Start of Record extracts

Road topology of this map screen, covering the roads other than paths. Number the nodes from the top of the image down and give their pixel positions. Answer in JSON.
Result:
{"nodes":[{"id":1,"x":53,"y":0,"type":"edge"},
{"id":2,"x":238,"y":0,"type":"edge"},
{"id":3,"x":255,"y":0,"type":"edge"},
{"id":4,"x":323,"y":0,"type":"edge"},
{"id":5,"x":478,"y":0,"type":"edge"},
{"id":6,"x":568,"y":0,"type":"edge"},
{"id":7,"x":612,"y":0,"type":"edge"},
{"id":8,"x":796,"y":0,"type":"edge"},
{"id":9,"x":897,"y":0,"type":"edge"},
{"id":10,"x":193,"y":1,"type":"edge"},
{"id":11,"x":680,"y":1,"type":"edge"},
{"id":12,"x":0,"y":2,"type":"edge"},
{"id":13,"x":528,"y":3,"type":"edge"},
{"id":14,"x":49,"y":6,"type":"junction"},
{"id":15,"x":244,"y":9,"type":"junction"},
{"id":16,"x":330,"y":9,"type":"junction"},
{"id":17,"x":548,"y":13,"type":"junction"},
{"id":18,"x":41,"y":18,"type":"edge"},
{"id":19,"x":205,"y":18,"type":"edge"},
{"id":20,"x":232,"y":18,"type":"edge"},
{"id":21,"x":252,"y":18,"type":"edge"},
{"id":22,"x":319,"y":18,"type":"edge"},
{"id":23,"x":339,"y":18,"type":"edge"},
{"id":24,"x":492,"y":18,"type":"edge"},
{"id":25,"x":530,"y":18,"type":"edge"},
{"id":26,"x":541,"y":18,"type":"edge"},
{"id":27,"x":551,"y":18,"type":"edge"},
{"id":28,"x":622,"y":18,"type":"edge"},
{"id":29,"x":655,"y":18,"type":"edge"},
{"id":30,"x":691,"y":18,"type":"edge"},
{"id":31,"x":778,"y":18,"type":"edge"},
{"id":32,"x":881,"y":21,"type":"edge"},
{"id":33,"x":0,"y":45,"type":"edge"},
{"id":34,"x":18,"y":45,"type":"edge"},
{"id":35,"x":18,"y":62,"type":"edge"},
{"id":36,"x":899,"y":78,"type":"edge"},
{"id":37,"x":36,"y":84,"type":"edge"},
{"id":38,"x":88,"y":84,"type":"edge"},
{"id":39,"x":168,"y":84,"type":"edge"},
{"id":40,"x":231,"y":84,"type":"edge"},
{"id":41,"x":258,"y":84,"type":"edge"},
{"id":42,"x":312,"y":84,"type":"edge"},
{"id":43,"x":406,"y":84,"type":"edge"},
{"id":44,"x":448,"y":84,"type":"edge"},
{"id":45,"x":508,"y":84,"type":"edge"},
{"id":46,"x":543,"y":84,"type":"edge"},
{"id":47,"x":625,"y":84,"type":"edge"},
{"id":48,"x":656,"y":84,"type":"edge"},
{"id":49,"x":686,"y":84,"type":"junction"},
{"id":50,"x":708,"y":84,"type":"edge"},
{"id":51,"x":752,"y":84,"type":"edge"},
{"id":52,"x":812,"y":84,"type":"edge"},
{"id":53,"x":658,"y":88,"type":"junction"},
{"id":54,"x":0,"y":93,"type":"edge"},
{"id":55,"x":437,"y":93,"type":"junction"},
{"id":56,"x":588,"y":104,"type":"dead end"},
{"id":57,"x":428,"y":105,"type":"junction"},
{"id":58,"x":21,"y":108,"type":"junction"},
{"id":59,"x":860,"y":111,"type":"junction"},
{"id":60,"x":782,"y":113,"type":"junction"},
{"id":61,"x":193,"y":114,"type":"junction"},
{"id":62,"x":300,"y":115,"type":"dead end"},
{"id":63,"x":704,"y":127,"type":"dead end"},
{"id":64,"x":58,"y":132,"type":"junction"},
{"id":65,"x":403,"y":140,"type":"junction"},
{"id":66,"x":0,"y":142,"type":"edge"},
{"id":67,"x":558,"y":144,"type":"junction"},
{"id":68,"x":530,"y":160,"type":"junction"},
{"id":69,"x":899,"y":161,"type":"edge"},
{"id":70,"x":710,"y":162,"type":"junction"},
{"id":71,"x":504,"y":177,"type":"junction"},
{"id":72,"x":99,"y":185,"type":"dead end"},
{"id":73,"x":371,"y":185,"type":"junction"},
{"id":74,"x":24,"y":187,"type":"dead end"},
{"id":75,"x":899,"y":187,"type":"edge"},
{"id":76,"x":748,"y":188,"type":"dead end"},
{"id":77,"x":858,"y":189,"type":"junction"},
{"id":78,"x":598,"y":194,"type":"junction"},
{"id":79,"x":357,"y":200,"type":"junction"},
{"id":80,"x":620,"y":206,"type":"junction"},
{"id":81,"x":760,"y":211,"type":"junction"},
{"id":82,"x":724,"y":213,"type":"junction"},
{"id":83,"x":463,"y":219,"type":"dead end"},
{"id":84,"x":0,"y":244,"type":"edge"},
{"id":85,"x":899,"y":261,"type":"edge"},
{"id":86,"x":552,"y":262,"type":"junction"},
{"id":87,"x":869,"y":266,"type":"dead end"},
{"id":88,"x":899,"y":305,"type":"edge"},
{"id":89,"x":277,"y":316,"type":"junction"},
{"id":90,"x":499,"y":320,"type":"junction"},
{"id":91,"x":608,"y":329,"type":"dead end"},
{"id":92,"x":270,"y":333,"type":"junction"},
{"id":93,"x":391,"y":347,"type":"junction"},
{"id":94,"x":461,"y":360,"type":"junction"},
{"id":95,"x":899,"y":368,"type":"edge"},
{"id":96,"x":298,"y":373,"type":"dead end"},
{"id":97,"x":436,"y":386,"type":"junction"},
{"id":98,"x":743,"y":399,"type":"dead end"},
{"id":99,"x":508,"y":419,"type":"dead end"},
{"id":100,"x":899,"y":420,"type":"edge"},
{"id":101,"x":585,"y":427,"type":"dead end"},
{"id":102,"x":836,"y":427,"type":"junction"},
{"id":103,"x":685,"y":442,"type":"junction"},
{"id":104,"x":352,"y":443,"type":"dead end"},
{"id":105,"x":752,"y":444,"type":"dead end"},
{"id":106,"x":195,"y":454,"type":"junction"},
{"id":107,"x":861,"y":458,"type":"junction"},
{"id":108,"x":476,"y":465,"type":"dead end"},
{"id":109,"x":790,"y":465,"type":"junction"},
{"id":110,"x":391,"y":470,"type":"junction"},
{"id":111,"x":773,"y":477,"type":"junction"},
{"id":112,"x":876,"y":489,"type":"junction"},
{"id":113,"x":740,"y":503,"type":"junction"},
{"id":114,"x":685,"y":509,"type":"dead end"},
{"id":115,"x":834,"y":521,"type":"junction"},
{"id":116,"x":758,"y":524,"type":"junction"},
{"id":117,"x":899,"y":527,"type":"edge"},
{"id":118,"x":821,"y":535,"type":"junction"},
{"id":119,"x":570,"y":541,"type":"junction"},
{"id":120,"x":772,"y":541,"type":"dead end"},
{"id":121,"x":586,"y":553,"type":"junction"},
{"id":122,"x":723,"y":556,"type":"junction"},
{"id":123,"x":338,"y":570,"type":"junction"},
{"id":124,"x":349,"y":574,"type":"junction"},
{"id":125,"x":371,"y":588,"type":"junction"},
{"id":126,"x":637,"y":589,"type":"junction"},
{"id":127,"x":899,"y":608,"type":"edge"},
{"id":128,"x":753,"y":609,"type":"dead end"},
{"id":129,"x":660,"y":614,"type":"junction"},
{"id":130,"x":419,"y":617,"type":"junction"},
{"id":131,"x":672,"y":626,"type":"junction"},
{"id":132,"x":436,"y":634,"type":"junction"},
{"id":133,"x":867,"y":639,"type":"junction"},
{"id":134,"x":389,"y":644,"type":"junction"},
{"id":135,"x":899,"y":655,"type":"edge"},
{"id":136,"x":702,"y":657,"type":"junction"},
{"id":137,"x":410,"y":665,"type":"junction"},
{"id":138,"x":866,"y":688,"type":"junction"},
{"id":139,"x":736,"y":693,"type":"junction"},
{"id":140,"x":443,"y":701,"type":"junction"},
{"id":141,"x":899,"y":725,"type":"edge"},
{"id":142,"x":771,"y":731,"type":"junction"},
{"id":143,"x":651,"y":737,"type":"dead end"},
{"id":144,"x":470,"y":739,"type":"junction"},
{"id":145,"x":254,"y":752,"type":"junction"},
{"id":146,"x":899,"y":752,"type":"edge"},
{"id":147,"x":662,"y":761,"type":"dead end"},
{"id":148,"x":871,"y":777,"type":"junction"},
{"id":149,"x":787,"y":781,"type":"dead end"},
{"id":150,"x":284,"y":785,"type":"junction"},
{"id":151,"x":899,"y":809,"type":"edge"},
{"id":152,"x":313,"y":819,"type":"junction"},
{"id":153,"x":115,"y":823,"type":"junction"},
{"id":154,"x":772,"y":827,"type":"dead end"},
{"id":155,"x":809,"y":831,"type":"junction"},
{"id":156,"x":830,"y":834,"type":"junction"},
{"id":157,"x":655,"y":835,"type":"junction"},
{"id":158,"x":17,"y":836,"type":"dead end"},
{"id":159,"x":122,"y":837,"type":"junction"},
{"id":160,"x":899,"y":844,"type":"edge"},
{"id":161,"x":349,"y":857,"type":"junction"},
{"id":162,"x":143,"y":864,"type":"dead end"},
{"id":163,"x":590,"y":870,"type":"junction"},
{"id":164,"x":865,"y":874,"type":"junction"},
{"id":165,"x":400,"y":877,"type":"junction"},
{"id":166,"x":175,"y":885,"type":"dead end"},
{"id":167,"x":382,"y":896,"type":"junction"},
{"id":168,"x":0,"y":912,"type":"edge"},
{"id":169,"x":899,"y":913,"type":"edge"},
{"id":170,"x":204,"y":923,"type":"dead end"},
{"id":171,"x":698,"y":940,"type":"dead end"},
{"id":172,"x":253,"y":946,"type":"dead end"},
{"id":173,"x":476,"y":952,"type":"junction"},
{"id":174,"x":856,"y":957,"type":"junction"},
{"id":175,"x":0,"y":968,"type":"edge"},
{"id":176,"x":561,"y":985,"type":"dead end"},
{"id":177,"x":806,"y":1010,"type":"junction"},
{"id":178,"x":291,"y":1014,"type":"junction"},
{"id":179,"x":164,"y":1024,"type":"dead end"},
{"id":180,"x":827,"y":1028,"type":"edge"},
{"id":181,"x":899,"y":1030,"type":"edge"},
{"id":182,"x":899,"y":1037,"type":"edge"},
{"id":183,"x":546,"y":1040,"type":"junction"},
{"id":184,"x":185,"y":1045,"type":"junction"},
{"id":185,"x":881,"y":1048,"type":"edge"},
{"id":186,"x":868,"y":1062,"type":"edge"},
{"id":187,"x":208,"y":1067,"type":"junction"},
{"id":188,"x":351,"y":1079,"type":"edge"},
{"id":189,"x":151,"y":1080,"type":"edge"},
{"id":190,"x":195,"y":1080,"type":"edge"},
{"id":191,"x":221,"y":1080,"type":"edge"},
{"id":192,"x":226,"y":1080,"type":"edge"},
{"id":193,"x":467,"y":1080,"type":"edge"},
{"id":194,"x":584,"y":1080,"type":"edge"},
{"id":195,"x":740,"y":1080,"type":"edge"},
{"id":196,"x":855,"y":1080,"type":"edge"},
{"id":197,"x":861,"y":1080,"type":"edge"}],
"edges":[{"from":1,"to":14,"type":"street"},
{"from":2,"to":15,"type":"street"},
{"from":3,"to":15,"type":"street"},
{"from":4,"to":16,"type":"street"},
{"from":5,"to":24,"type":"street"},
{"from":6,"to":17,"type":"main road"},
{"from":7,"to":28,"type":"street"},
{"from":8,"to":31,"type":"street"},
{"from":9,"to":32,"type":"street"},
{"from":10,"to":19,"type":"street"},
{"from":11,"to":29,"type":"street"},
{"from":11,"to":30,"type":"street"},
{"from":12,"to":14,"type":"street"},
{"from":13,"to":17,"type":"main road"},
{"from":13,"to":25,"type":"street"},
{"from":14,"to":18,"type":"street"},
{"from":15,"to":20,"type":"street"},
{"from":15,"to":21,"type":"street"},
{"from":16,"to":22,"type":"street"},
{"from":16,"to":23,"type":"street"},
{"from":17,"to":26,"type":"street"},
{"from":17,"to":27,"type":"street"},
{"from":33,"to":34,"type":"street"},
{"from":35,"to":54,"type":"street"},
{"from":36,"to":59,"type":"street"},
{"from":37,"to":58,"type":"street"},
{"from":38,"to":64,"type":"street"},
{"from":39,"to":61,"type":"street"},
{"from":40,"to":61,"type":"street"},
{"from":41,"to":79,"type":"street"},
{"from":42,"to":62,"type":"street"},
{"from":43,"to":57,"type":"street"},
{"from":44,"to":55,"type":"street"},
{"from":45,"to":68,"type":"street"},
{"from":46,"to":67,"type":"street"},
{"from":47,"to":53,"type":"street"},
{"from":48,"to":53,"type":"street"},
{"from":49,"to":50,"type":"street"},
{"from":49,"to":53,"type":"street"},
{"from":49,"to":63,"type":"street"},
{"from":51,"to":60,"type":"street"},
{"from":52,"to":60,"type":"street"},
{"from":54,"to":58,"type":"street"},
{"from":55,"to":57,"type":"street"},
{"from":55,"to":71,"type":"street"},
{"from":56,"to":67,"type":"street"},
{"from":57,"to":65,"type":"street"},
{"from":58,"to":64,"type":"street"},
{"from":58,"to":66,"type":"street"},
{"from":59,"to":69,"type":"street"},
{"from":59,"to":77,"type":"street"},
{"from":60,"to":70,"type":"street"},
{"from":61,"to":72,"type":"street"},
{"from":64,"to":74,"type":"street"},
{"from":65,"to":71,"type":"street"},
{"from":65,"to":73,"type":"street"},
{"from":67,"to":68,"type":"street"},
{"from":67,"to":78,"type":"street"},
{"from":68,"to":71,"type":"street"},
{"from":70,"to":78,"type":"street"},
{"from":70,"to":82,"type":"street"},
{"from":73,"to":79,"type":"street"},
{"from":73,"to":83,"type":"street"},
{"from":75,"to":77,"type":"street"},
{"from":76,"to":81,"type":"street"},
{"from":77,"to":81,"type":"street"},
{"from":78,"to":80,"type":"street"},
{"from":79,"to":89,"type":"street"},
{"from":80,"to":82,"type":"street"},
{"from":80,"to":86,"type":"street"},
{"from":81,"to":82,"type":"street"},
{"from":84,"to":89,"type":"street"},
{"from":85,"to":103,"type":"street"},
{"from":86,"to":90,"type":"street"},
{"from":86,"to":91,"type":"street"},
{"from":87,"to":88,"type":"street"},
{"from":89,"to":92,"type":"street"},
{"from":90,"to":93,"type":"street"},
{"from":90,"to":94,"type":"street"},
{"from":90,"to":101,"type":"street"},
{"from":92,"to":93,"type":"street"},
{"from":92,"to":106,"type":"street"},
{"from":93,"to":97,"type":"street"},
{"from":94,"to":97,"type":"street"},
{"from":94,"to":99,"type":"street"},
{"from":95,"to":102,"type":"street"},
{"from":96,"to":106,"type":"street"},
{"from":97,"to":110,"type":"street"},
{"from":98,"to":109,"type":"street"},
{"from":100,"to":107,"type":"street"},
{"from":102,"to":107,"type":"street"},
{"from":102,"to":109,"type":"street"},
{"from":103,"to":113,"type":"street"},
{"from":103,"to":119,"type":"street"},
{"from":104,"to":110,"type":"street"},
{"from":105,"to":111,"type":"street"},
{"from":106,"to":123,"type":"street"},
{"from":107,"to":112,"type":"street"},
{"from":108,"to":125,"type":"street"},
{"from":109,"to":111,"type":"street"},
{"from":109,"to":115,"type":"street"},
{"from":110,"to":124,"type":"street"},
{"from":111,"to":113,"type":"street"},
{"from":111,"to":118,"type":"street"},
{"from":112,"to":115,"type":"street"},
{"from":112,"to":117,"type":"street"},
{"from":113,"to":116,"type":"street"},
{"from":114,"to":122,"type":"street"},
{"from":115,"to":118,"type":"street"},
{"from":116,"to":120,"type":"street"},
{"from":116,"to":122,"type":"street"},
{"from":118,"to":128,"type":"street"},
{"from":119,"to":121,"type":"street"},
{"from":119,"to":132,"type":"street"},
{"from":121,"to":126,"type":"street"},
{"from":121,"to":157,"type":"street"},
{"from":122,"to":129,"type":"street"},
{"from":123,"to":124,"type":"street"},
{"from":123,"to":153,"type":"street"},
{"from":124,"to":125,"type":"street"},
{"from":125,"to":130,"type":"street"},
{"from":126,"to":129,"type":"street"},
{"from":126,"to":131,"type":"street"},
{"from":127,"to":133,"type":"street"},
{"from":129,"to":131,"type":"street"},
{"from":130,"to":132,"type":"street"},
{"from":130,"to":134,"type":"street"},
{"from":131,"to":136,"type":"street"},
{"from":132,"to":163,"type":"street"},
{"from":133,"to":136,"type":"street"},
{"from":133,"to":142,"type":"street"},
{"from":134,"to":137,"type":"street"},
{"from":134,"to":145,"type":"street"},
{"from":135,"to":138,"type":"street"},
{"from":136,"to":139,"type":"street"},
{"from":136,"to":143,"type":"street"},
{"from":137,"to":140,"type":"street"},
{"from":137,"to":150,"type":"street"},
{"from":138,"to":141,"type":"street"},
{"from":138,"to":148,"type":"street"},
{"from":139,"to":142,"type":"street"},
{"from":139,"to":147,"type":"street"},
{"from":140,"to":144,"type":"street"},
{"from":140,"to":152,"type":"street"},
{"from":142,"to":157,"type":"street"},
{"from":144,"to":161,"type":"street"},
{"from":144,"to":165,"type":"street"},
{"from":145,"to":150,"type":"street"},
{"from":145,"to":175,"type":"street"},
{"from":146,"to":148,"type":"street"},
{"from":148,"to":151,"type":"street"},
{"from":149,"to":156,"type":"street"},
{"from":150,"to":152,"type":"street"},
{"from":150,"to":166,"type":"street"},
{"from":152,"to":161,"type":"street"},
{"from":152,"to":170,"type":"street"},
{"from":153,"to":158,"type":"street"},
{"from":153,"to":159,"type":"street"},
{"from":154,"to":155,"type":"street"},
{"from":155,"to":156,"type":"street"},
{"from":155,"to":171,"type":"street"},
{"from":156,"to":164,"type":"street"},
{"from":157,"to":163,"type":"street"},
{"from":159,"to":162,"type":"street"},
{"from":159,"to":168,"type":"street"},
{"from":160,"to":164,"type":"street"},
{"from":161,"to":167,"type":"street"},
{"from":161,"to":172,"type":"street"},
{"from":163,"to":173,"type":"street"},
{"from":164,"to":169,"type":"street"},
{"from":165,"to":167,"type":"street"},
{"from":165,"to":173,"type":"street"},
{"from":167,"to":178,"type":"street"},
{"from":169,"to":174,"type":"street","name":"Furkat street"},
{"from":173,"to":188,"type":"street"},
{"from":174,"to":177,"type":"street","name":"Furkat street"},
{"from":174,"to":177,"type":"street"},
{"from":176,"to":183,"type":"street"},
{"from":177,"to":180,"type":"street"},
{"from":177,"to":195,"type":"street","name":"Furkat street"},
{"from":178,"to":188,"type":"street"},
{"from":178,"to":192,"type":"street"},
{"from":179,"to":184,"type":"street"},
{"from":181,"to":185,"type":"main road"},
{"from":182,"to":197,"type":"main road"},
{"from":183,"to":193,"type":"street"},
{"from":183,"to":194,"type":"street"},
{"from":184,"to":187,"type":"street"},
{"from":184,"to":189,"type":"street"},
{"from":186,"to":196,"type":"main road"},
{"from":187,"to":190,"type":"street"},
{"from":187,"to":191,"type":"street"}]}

End of Record extracts

Look through the material above for the string "name" and copy each line that has it.

{"from":169,"to":174,"type":"street","name":"Furkat street"},
{"from":174,"to":177,"type":"street","name":"Furkat street"},
{"from":177,"to":195,"type":"street","name":"Furkat street"},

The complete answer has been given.